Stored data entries
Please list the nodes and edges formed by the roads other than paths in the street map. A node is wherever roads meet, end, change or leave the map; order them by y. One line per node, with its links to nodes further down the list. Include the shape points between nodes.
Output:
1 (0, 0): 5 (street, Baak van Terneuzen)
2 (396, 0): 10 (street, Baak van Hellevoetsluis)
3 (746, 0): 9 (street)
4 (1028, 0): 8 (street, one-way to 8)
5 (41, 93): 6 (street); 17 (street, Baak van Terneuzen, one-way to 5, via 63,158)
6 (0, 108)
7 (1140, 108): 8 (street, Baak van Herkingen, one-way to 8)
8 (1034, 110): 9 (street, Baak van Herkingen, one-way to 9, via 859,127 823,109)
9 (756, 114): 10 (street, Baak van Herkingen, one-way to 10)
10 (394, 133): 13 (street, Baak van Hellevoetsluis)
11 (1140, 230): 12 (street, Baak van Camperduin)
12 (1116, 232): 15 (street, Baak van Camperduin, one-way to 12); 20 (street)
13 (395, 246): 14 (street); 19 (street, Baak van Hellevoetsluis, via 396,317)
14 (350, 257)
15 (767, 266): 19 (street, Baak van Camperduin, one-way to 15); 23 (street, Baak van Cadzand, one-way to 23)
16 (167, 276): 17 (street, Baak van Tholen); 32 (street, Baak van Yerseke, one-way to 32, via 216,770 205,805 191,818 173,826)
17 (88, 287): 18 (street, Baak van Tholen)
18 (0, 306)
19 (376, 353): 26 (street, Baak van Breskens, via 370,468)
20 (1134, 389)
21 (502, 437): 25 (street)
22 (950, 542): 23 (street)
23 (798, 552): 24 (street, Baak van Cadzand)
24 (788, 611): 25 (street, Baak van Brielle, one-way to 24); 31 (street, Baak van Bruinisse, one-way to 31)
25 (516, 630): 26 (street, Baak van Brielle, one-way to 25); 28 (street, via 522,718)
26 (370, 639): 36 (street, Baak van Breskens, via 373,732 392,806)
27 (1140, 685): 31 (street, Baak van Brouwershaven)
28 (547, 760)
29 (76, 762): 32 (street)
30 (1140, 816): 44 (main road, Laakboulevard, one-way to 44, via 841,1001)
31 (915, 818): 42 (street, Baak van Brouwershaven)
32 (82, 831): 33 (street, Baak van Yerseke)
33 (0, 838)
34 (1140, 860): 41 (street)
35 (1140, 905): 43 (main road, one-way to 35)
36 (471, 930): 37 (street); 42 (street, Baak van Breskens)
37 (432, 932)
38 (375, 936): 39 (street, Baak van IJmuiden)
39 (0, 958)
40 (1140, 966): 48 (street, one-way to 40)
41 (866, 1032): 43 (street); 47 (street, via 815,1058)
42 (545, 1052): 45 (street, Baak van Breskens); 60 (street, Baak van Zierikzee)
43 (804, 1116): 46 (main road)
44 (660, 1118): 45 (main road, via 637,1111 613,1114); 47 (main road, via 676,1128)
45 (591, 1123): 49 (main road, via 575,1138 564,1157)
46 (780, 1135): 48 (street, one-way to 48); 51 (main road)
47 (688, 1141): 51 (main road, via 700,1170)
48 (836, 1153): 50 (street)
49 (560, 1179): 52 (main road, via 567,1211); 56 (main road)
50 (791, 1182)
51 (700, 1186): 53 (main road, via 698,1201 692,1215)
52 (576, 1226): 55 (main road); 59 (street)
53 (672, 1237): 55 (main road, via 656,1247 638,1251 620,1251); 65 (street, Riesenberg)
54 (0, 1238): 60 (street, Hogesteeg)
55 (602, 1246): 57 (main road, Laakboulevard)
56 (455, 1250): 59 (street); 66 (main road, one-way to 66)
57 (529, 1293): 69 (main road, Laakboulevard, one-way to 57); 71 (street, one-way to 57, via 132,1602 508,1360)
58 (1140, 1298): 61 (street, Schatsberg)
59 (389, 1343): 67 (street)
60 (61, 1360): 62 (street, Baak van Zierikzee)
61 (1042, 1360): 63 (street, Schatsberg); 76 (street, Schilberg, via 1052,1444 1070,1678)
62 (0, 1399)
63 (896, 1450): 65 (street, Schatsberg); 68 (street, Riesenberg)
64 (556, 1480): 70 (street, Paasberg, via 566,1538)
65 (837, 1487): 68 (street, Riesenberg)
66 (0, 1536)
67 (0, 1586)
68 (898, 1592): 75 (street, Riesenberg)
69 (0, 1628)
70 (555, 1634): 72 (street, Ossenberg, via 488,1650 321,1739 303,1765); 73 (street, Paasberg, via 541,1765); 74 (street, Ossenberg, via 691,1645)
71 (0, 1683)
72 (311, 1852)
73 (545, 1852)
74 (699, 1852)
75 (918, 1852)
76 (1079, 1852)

How to complete this task: Word for word, reproduce every line of the data.

Exercise result:
Please list the nodes and edges formed by the roads other than paths in the street map. A node is wherever roads meet, end, change or leave the map; order them by y. One line per node, with its links to nodes further down the list. Include the shape points between nodes.
Output:
1 (0, 0): 5 (street, Baak van Terneuzen)
2 (396, 0): 10 (street, Baak van Hellevoetsluis)
3 (746, 0): 9 (street)
4 (1028, 0): 8 (street, one-way to 8)
5 (41, 93): 6 (street); 17 (street, Baak van Terneuzen, one-way to 5, via 63,158)
6 (0, 108)
7 (1140, 108): 8 (street, Baak van Herkingen, one-way to 8)
8 (1034, 110): 9 (street, Baak van Herkingen, one-way to 9, via 859,127 823,109)
9 (756, 114): 10 (street, Baak van Herkingen, one-way to 10)
10 (394, 133): 13 (street, Baak van Hellevoetsluis)
11 (1140, 230): 12 (street, Baak van Camperduin)
12 (1116, 232): 15 (street, Baak van Camperduin, one-way to 12); 20 (street)
13 (395, 246): 14 (street); 19 (street, Baak van Hellevoetsluis, via 396,317)
14 (350, 257)
15 (767, 266): 19 (street, Baak van Camperduin, one-way to 15); 23 (street, Baak van Cadzand, one-way to 23)
16 (167, 276): 17 (street, Baak van Tholen); 32 (street, Baak van Yerseke, one-way to 32, via 216,770 205,805 191,818 173,826)
17 (88, 287): 18 (street, Baak van Tholen)
18 (0, 306)
19 (376, 353): 26 (street, Baak van Breskens, via 370,468)
20 (1134, 389)
21 (502, 437): 25 (street)
22 (950, 542): 23 (street)
23 (798, 552): 24 (street, Baak van Cadzand)
24 (788, 611): 25 (street, Baak van Brielle, one-way to 24); 31 (street, Baak van Bruinisse, one-way to 31)
25 (516, 630): 26 (street, Baak van Brielle, one-way to 25); 28 (street, via 522,718)
26 (370, 639): 36 (street, Baak van Breskens, via 373,732 392,806)
27 (1140, 685): 31 (street, Baak van Brouwershaven)
28 (547, 760)
29 (76, 762): 32 (street)
30 (1140, 816): 44 (main road, Laakboulevard, one-way to 44, via 841,1001)
31 (915, 818): 42 (street, Baak van Brouwershaven)
32 (82, 831): 33 (street, Baak van Yerseke)
33 (0, 838)
34 (1140, 860): 41 (street)
35 (1140, 905): 43 (main road, one-way to 35)
36 (471, 930): 37 (street); 42 (street, Baak van Breskens)
37 (432, 932)
38 (375, 936): 39 (street, Baak van IJmuiden)
39 (0, 958)
40 (1140, 966): 48 (street, one-way to 40)
41 (866, 1032): 43 (street); 47 (street, via 815,1058)
42 (545, 1052): 45 (street, Baak van Breskens); 60 (street, Baak van Zierikzee)
43 (804, 1116): 46 (main road)
44 (660, 1118): 45 (main road, via 637,1111 613,1114); 47 (main road, via 676,1128)
45 (591, 1123): 49 (main road, via 575,1138 564,1157)
46 (780, 1135): 48 (street, one-way to 48); 51 (main road)
47 (688, 1141): 51 (main road, via 700,1170)
48 (836, 1153): 50 (street)
49 (560, 1179): 52 (main road, via 567,1211); 56 (main road)
50 (791, 1182)
51 (700, 1186): 53 (main road, via 698,1201 692,1215)
52 (576, 1226): 55 (main road); 59 (street)
53 (672, 1237): 55 (main road, via 656,1247 638,1251 620,1251); 65 (street, Riesenberg)
54 (0, 1238): 60 (street, Hogesteeg)
55 (602, 1246): 57 (main road, Laakboulevard)
56 (455, 1250): 59 (street); 66 (main road, one-way to 66)
57 (529, 1293): 69 (main road, Laakboulevard, one-way to 57); 71 (street, one-way to 57, via 132,1602 508,1360)
58 (1140, 1298): 61 (street, Schatsberg)
59 (389, 1343): 67 (street)
60 (61, 1360): 62 (street, Baak van Zierikzee)
61 (1042, 1360): 63 (street, Schatsberg); 76 (street, Schilberg, via 1052,1444 1070,1678)
62 (0, 1399)
63 (896, 1450): 65 (street, Schatsberg); 68 (street, Riesenberg)
64 (556, 1480): 70 (street, Paasberg, via 566,1538)
65 (837, 1487): 68 (street, Riesenberg)
66 (0, 1536)
67 (0, 1586)
68 (898, 1592): 75 (street, Riesenberg)
69 (0, 1628)
70 (555, 1634): 72 (street, Ossenberg, via 488,1650 321,1739 303,1765); 73 (street, Paasberg, via 541,1765); 74 (street, Ossenberg, via 691,1645)
71 (0, 1683)
72 (311, 1852)
73 (545, 1852)
74 (699, 1852)
75 (918, 1852)
76 (1079, 1852)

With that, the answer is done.